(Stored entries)
· · · ·
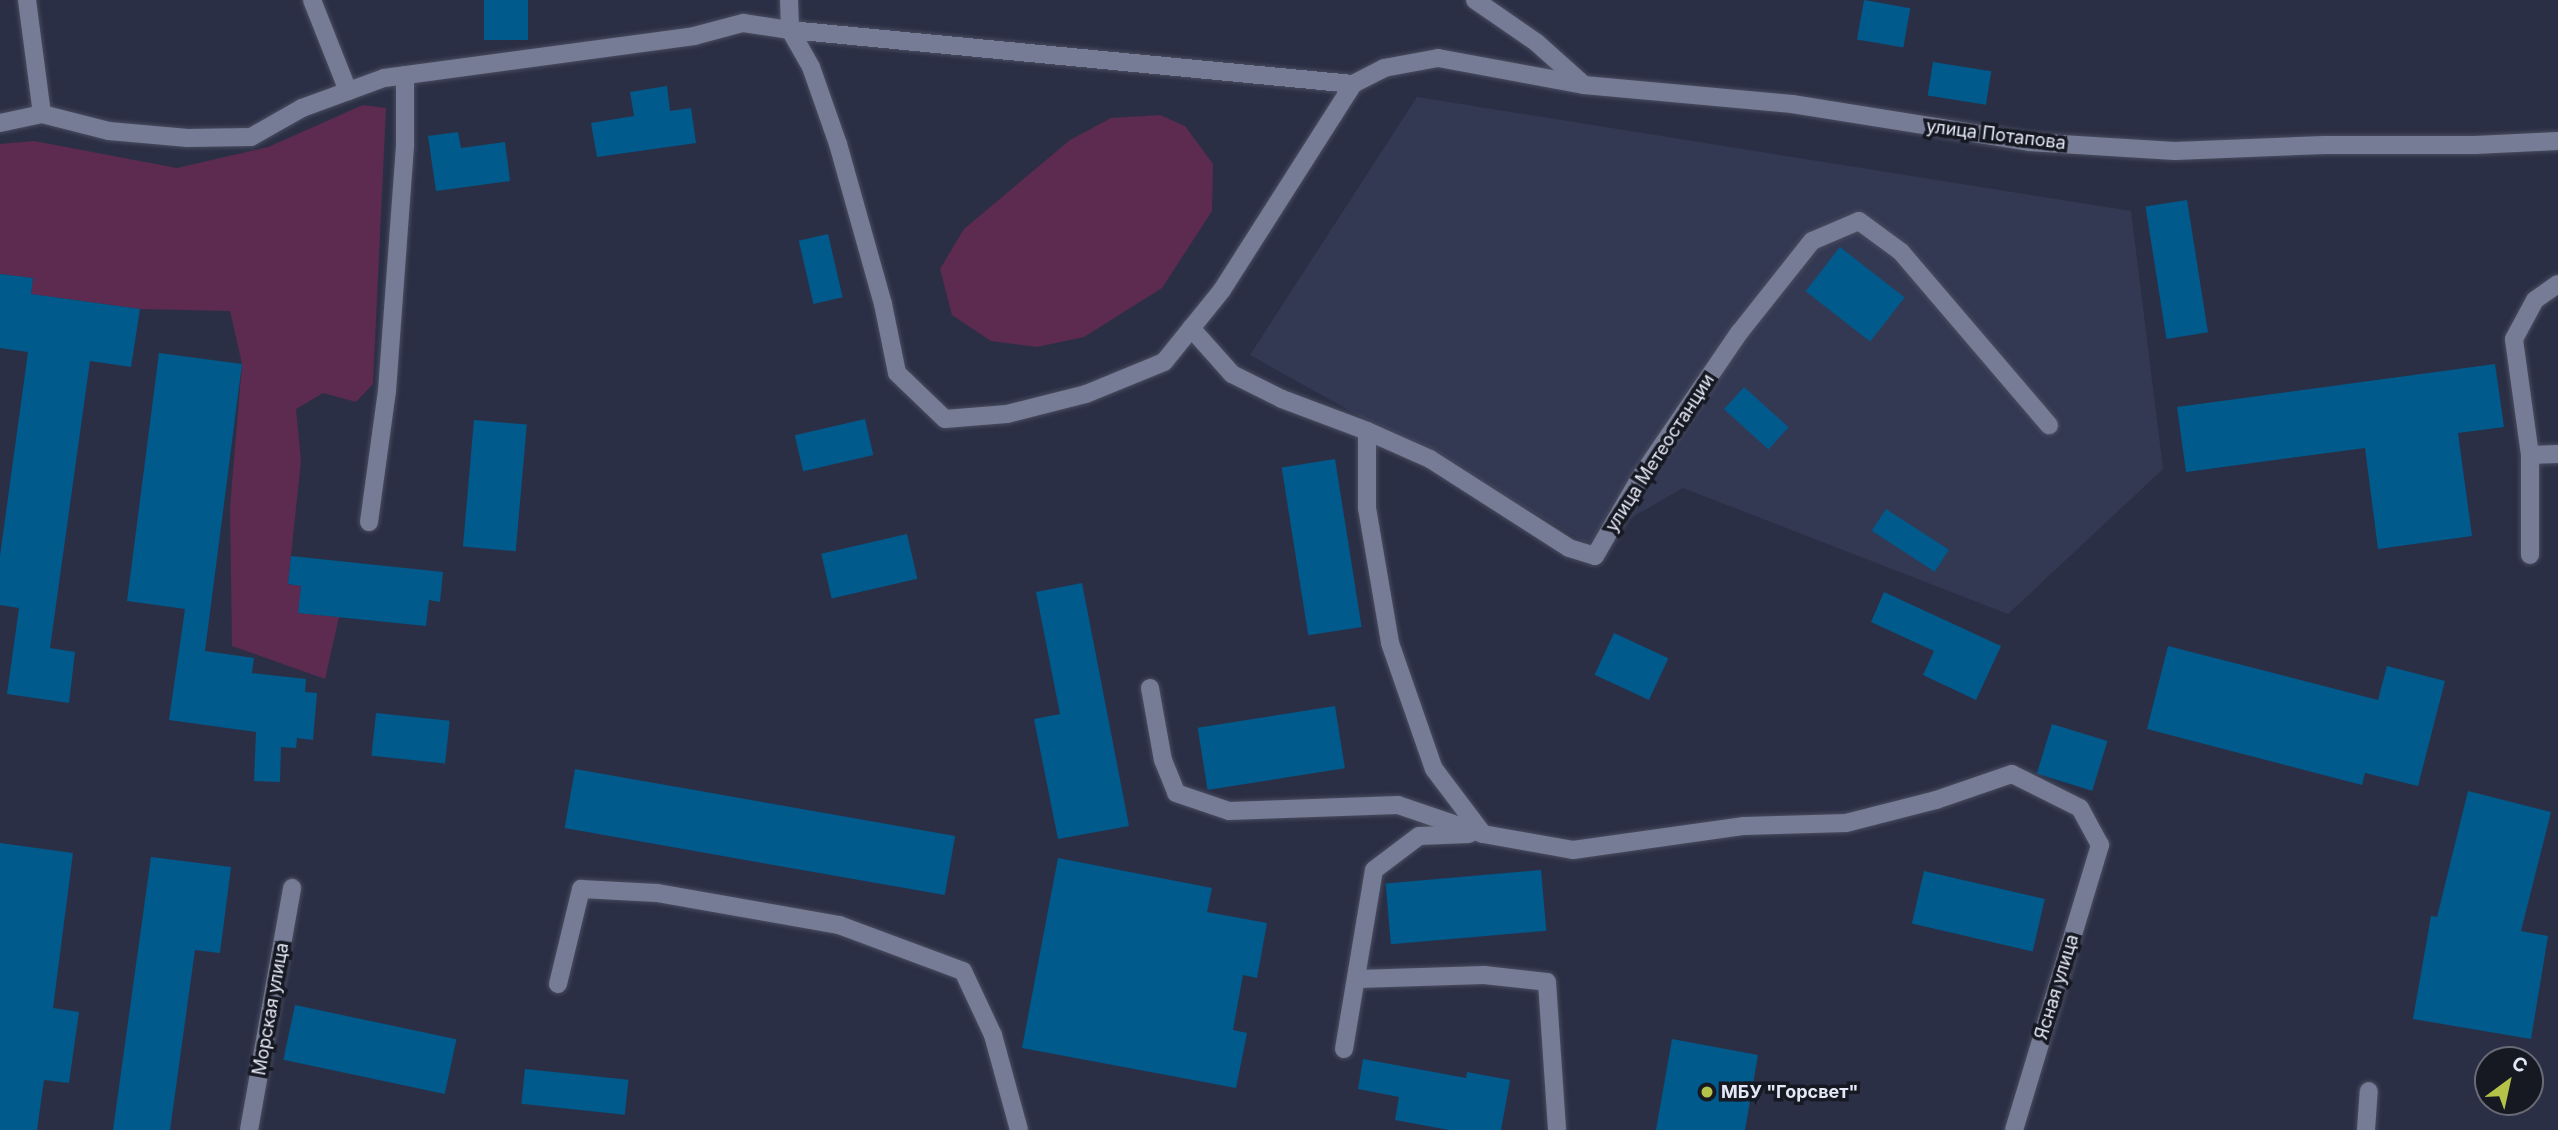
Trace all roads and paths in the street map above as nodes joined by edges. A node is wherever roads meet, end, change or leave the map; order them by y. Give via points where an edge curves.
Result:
1 (27, 0) edge
2 (312, 0) edge
3 (789, 0) edge
4 (1475, 0) edge
5 (790, 30) junction
6 (405, 75) junction
7 (1353, 84) junction
8 (1584, 85) junction
9 (348, 91) junction
10 (42, 114) junction
11 (0, 123) edge
12 (2558, 141) edge
13 (2558, 284) edge
14 (1191, 328) junction
15 (2049, 425) dead end
16 (1367, 431) junction
17 (2558, 454) edge
18 (2530, 455) junction
19 (369, 522) dead end
20 (2530, 555) dead end
21 (1150, 688) dead end
22 (1483, 834) junction
23 (292, 888) dead end
24 (1358, 979) junction
25 (558, 984) dead end
26 (1344, 1049) dead end
27 (2369, 1091) dead end
28 (249, 1130) edge
29 (1019, 1130) edge
30 (1557, 1130) edge
31 (2014, 1130) edge
32 (2366, 1130) edge

1 - 10 street
2 - 9 street
3 - 5 street
4 - 8 street via 1537,43
5 - 6 street via 743,23 694,36
5 - 7 street
5 - 14 street via 811,67 838,144 883,304 897,373 945,419 1007,414 1086,394 1164,362
6 - 9 street
6 - 19 street via 405,146 387,391
7 - 8 street, улица Потапова via 1384,68 1438,58
7 - 14 street via 1222,290
8 - 12 street, улица Потапова via 1792,104 2029,142 2175,151
9 - 10 street via 302,108 251,137 188,138 109,131
10 - 11 street
13 - 18 street via 2535,300 2514,339
14 - 16 street, улица Метеостанции via 1232,374 1282,399
15 - 16 street, улица Метеостанции via 1901,253 1859,221 1811,241 1732,344 1640,478 1595,556 1569,548 1430,459
16 - 22 street via 1367,508 1390,643 1434,769
17 - 18 street
18 - 20 street
21 - 22 street via 1163,760 1176,793 1229,811 1398,805
22 - 24 street via 1419,836 1374,870
22 - 31 street, Ясная улица via 1573,850 1744,826 1846,823 2012,774 2080,808 2100,845
23 - 28 street, Морская улица
24 - 26 street
24 - 30 street via 1484,975 1547,982
25 - 29 street via 581,889 657,893 839,925 963,971 993,1035
27 - 32 street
· · · ·
> [WHAT NEEDS TO BE DONE]: Please give an exact printout of all the records, pictures aside.

> [EXERCISE RESPONSE]:
Trace all roads and paths in the street map above as nodes joined by edges. A node is wherever roads meet, end, change or leave the map; order them by y. Give via points where an edge curves.
Result:
1 (27, 0) edge
2 (312, 0) edge
3 (789, 0) edge
4 (1475, 0) edge
5 (790, 30) junction
6 (405, 75) junction
7 (1353, 84) junction
8 (1584, 85) junction
9 (348, 91) junction
10 (42, 114) junction
11 (0, 123) edge
12 (2558, 141) edge
13 (2558, 284) edge
14 (1191, 328) junction
15 (2049, 425) dead end
16 (1367, 431) junction
17 (2558, 454) edge
18 (2530, 455) junction
19 (369, 522) dead end
20 (2530, 555) dead end
21 (1150, 688) dead end
22 (1483, 834) junction
23 (292, 888) dead end
24 (1358, 979) junction
25 (558, 984) dead end
26 (1344, 1049) dead end
27 (2369, 1091) dead end
28 (249, 1130) edge
29 (1019, 1130) edge
30 (1557, 1130) edge
31 (2014, 1130) edge
32 (2366, 1130) edge

1 - 10 street
2 - 9 street
3 - 5 street
4 - 8 street via 1537,43
5 - 6 street via 743,23 694,36
5 - 7 street
5 - 14 street via 811,67 838,144 883,304 897,373 945,419 1007,414 1086,394 1164,362
6 - 9 street
6 - 19 street via 405,146 387,391
7 - 8 street, улица Потапова via 1384,68 1438,58
7 - 14 street via 1222,290
8 - 12 street, улица Потапова via 1792,104 2029,142 2175,151
9 - 10 street via 302,108 251,137 188,138 109,131
10 - 11 street
13 - 18 street via 2535,300 2514,339
14 - 16 street, улица Метеостанции via 1232,374 1282,399
15 - 16 street, улица Метеостанции via 1901,253 1859,221 1811,241 1732,344 1640,478 1595,556 1569,548 1430,459
16 - 22 street via 1367,508 1390,643 1434,769
17 - 18 street
18 - 20 street
21 - 22 street via 1163,760 1176,793 1229,811 1398,805
22 - 24 street via 1419,836 1374,870
22 - 31 street, Ясная улица via 1573,850 1744,826 1846,823 2012,774 2080,808 2100,845
23 - 28 street, Морская улица
24 - 26 street
24 - 30 street via 1484,975 1547,982
25 - 29 street via 581,889 657,893 839,925 963,971 993,1035
27 - 32 street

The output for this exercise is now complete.